> [AIM OF THE TASK]
Answer with a number only, giving how many lines in the data below include "true".

> [RECORD SET]
- Opening Delimiter -
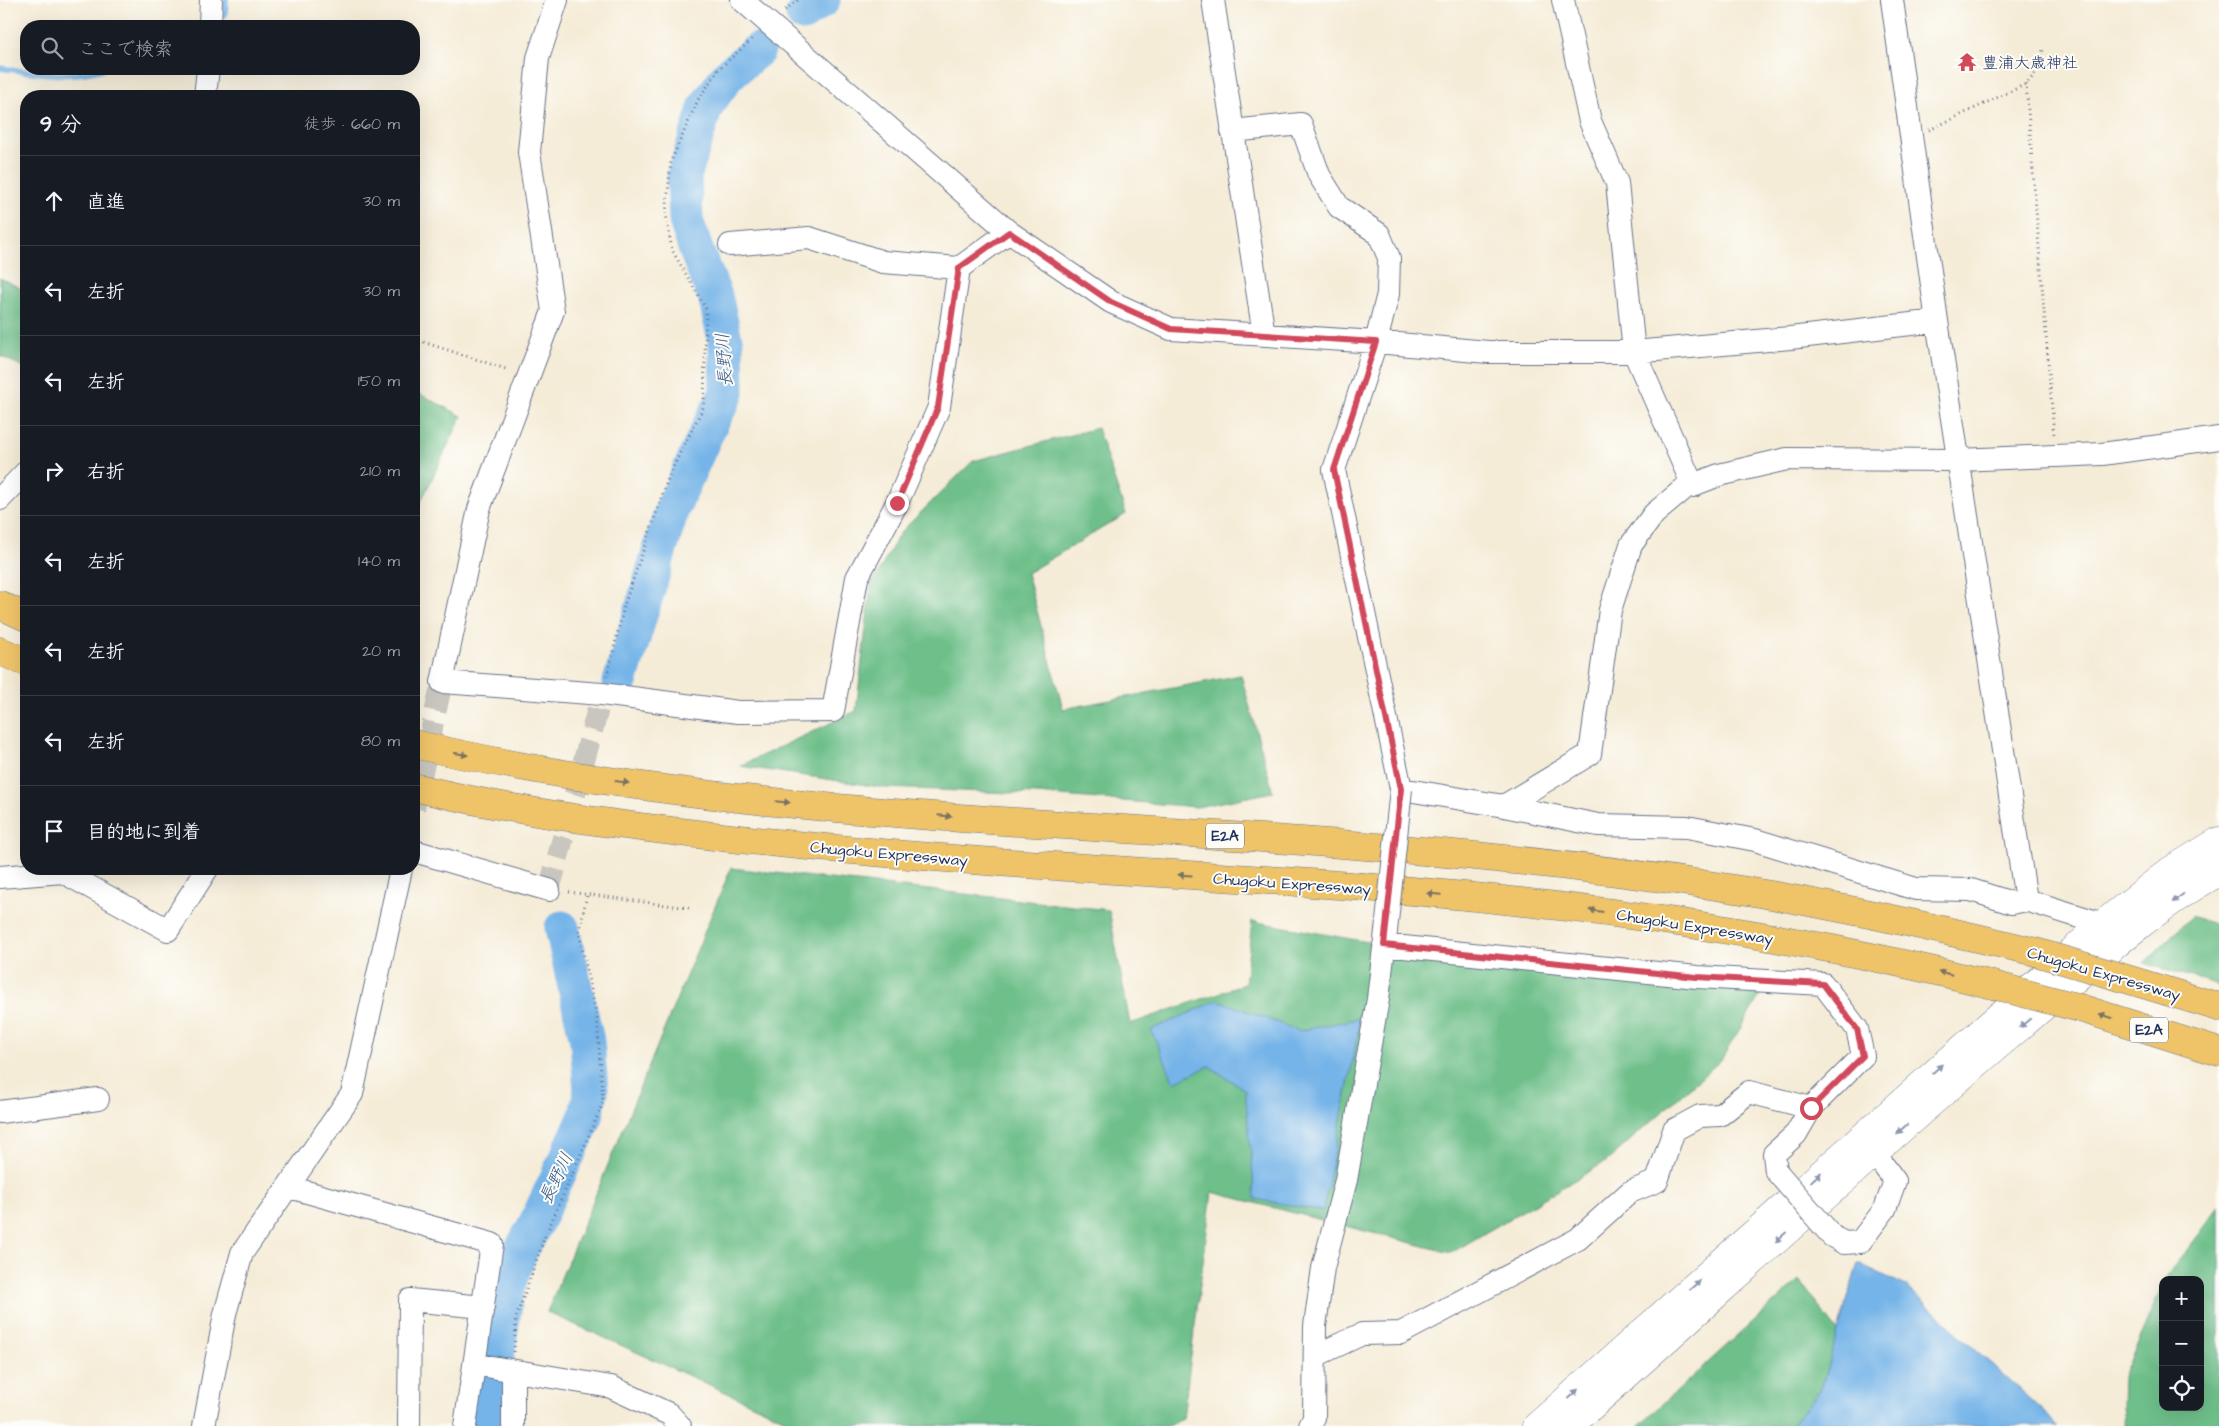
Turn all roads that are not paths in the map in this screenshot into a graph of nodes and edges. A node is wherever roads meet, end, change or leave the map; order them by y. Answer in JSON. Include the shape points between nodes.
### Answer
{"nodes":[{"id":1,"x":211,"y":0,"type":"edge"},
{"id":2,"x":557,"y":0,"type":"edge"},
{"id":3,"x":742,"y":0,"type":"edge"},
{"id":4,"x":1213,"y":0,"type":"edge"},
{"id":5,"x":1563,"y":0,"type":"edge"},
{"id":6,"x":1892,"y":0,"type":"edge"},
{"id":7,"x":210,"y":20,"type":"edge"},
{"id":8,"x":207,"y":75,"type":"edge"},
{"id":9,"x":206,"y":90,"type":"edge"},
{"id":10,"x":1232,"y":131,"type":"junction"},
{"id":11,"x":1009,"y":232,"type":"junction"},
{"id":12,"x":730,"y":245,"type":"dead end"},
{"id":13,"x":959,"y":268,"type":"junction"},
{"id":14,"x":1937,"y":321,"type":"junction"},
{"id":15,"x":1264,"y":335,"type":"junction"},
{"id":16,"x":1376,"y":342,"type":"junction"},
{"id":17,"x":1634,"y":352,"type":"junction"},
{"id":18,"x":2219,"y":438,"type":"edge"},
{"id":19,"x":1959,"y":460,"type":"junction"},
{"id":20,"x":20,"y":478,"type":"edge"},
{"id":21,"x":1692,"y":486,"type":"junction"},
{"id":22,"x":0,"y":499,"type":"edge"},
{"id":23,"x":0,"y":605,"type":"edge"},
{"id":24,"x":20,"y":613,"type":"edge"},
{"id":25,"x":0,"y":651,"type":"edge"},
{"id":26,"x":20,"y":659,"type":"edge"},
{"id":27,"x":420,"y":745,"type":"edge"},
{"id":28,"x":420,"y":788,"type":"edge"},
{"id":29,"x":1401,"y":789,"type":"junction"},
{"id":30,"x":1504,"y":806,"type":"junction"},
{"id":31,"x":2219,"y":841,"type":"edge"},
{"id":32,"x":420,"y":853,"type":"edge"},
{"id":33,"x":2219,"y":872,"type":"edge"},
{"id":34,"x":25,"y":875,"type":"edge"},
{"id":35,"x":68,"y":875,"type":"edge"},
{"id":36,"x":203,"y":875,"type":"edge"},
{"id":37,"x":400,"y":875,"type":"edge"},
{"id":38,"x":0,"y":877,"type":"edge"},
{"id":39,"x":549,"y":890,"type":"road end"},
{"id":40,"x":2026,"y":900,"type":"junction"},
{"id":41,"x":2103,"y":924,"type":"junction"},
{"id":42,"x":1385,"y":938,"type":"junction"},
{"id":43,"x":2219,"y":1007,"type":"edge"},
{"id":44,"x":2219,"y":1052,"type":"edge"},
{"id":45,"x":98,"y":1099,"type":"dead end"},
{"id":46,"x":1811,"y":1108,"type":"junction"},
{"id":47,"x":0,"y":1112,"type":"edge"},
{"id":48,"x":1875,"y":1154,"type":"junction"},
{"id":49,"x":289,"y":1188,"type":"junction"},
{"id":50,"x":483,"y":1307,"type":"junction"},
{"id":51,"x":1315,"y":1356,"type":"junction"},
{"id":52,"x":474,"y":1364,"type":"junction"},
{"id":53,"x":513,"y":1371,"type":"junction"},
{"id":54,"x":667,"y":1422,"type":"edge"},
{"id":55,"x":204,"y":1426,"type":"edge"},
{"id":56,"x":409,"y":1426,"type":"edge"},
{"id":57,"x":465,"y":1426,"type":"edge"},
{"id":58,"x":513,"y":1426,"type":"edge"},
{"id":59,"x":1310,"y":1426,"type":"edge"},
{"id":60,"x":1537,"y":1426,"type":"edge"},
{"id":61,"x":1569,"y":1426,"type":"edge"}],
"edges":[{"from":1,"to":7,"type":"street"},
{"from":2,"to":13,"type":"street","via":[[538,58],[529,152],[553,311],[479,509],[442,682],[602,694],[738,712],[833,711],[858,578],[897,503],[938,407]]},
{"from":3,"to":11,"type":"street"},
{"from":4,"to":10,"type":"street"},
{"from":5,"to":17,"type":"street","via":[[1590,121],[1618,183]]},
{"from":6,"to":14,"type":"street"},
{"from":8,"to":9,"type":"street"},
{"from":10,"to":15,"type":"street"},
{"from":10,"to":16,"type":"street","via":[[1301,124],[1319,175],[1339,207],[1379,234],[1389,258],[1388,294]]},
{"from":11,"to":13,"type":"street"},
{"from":11,"to":15,"type":"street","via":[[1111,302],[1171,329]]},
{"from":12,"to":13,"type":"street","via":[[809,238],[883,262]]},
{"from":14,"to":17,"type":"street"},
{"from":14,"to":19,"type":"street"},
{"from":15,"to":16,"type":"street"},
{"from":16,"to":17,"type":"street","via":[[1488,352]]},
{"from":16,"to":29,"type":"street","via":[[1334,470]]},
{"from":17,"to":21,"type":"street"},
{"from":18,"to":19,"type":"street","via":[[2102,454]]},
{"from":19,"to":21,"type":"street","via":[[1787,459],[1719,475]]},
{"from":19,"to":40,"type":"street"},
{"from":20,"to":22,"type":"street"},
{"from":21,"to":30,"type":"street","via":[[1685,488],[1654,514],[1631,545],[1610,610],[1590,754]]},
{"from":23,"to":24,"type":"highway"},
{"from":25,"to":26,"type":"highway"},
{"from":27,"to":43,"type":"highway","name":"Chugoku Expressway","number":"E2A","one_way":true,"bridge":true,"via":[[674,790],[817,806],[1303,841],[1567,866],[1704,884],[1834,906],[2032,951]]},
{"from":44,"to":28,"type":"highway","name":"Chugoku Expressway","number":"E2A","one_way":true,"bridge":true,"via":[[2080,1008],[1929,969],[1702,925],[1564,906],[1301,882],[813,847],[553,814]]},
{"from":29,"to":30,"type":"street"},
{"from":29,"to":42,"type":"street","bridge":true},
{"from":30,"to":40,"type":"street","via":[[1598,825],[1687,827],[1755,840],[1916,889],[1971,890],[2012,903]]},
{"from":31,"to":41,"type":"street","via":[[2170,871]]},
{"from":32,"to":39,"type":"street"},
{"from":33,"to":48,"type":"street","one_way":true,"via":[[2193,886],[2132,933]]},
{"from":34,"to":38,"type":"street"},
{"from":35,"to":36,"type":"street","via":[[168,930]]},
{"from":37,"to":49,"type":"street","via":[[352,1094]]},
{"from":40,"to":41,"type":"street"},
{"from":60,"to":41,"type":"street","one_way":true},
{"from":42,"to":46,"type":"street","via":[[1697,977],[1823,984],[1857,1029],[1863,1056]]},
{"from":42,"to":51,"type":"street","via":[[1378,999],[1346,1180],[1323,1268],[1315,1326]]},
{"from":45,"to":47,"type":"street"},
{"from":46,"to":48,"type":"street","bridge":true,"via":[[1796,1134],[1774,1154],[1776,1171],[1832,1236],[1844,1243],[1860,1242],[1885,1209],[1895,1181]]},
{"from":46,"to":51,"type":"street","via":[[1749,1092],[1720,1115],[1700,1116],[1674,1130],[1657,1181],[1630,1192],[1578,1238],[1400,1333],[1362,1334]]},
{"from":48,"to":61,"type":"street","one_way":true},
{"from":49,"to":50,"type":"street","via":[[492,1244]]},
{"from":49,"to":55,"type":"street","via":[[242,1253],[225,1314]]},
{"from":50,"to":52,"type":"street"},
{"from":50,"to":56,"type":"street","via":[[410,1300]]},
{"from":51,"to":59,"type":"street","via":[[1314,1418]]},
{"from":52,"to":53,"type":"street"},
{"from":52,"to":57,"type":"street"},
{"from":53,"to":54,"type":"street","via":[[611,1387]]},
{"from":53,"to":58,"type":"street"}]}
- Closing Delimiter -
> [TASK OUTPUT]
7